ABOUT THIS EXERCISE: Restate the records in full and exactly, with no images included.

RECORDS SUPPLIED:
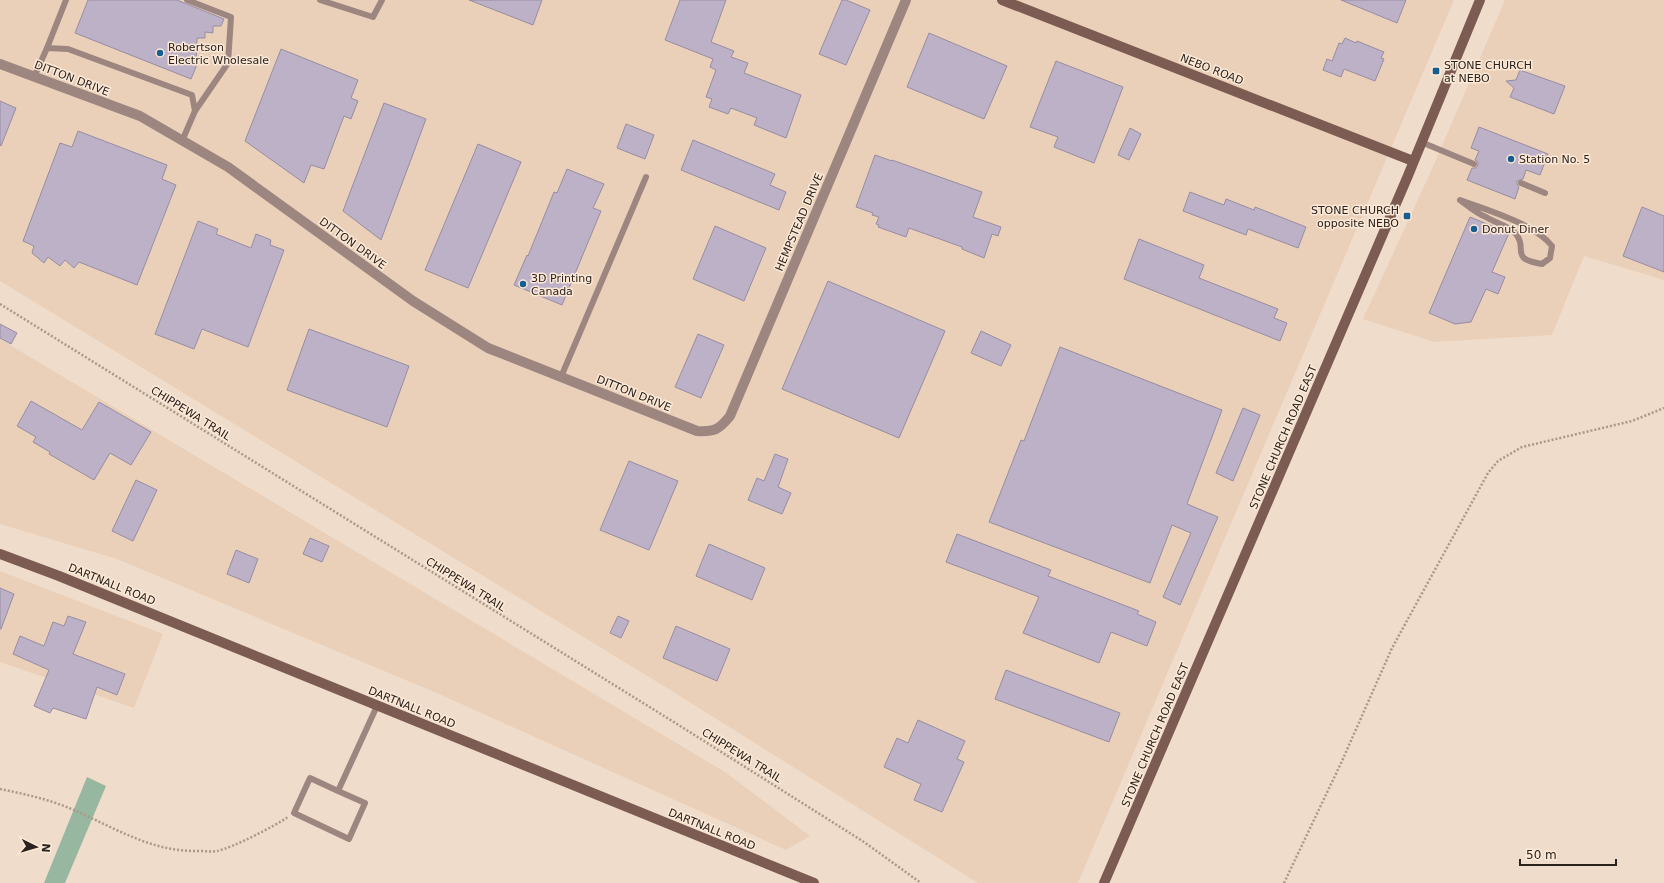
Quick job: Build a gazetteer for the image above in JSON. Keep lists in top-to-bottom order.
{
  "streets": {
    "street": [
      "NEBO ROAD",
      "DITTON DRIVE",
      "HEMPSTEAD DRIVE",
      "STONE CHURCH ROAD EAST",
      "DARTNALL ROAD"
    ],
    "path": ["CHIPPEWA TRAIL"]
  },
  "crossings": [
    ["NEBO ROAD", "STONE CHURCH ROAD EAST"],
    ["DITTON DRIVE", "HEMPSTEAD DRIVE"]
  ],
  "places": {
    "other": [
      "Robertson Electric Wholesale",
      "Station No. 5",
      "Donut Diner",
      "3D Printing Canada"
    ],
    "transit": ["STONE CHURCH at NEBO", "STONE CHURCH opposite NEBO"]
  },
  "scale_bar": "50 m",
  "north": "right"
}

ANSWER TO THIS TASK:
Quick job: Build a gazetteer for the image above in JSON. Keep lists in top-to-bottom order.
{
  "streets": {
    "street": [
      "NEBO ROAD",
      "DITTON DRIVE",
      "HEMPSTEAD DRIVE",
      "STONE CHURCH ROAD EAST",
      "DARTNALL ROAD"
    ],
    "path": ["CHIPPEWA TRAIL"]
  },
  "crossings": [
    ["NEBO ROAD", "STONE CHURCH ROAD EAST"],
    ["DITTON DRIVE", "HEMPSTEAD DRIVE"]
  ],
  "places": {
    "other": [
      "Robertson Electric Wholesale",
      "Station No. 5",
      "Donut Diner",
      "3D Printing Canada"
    ],
    "transit": ["STONE CHURCH at NEBO", "STONE CHURCH opposite NEBO"]
  },
  "scale_bar": "50 m",
  "north": "right"
}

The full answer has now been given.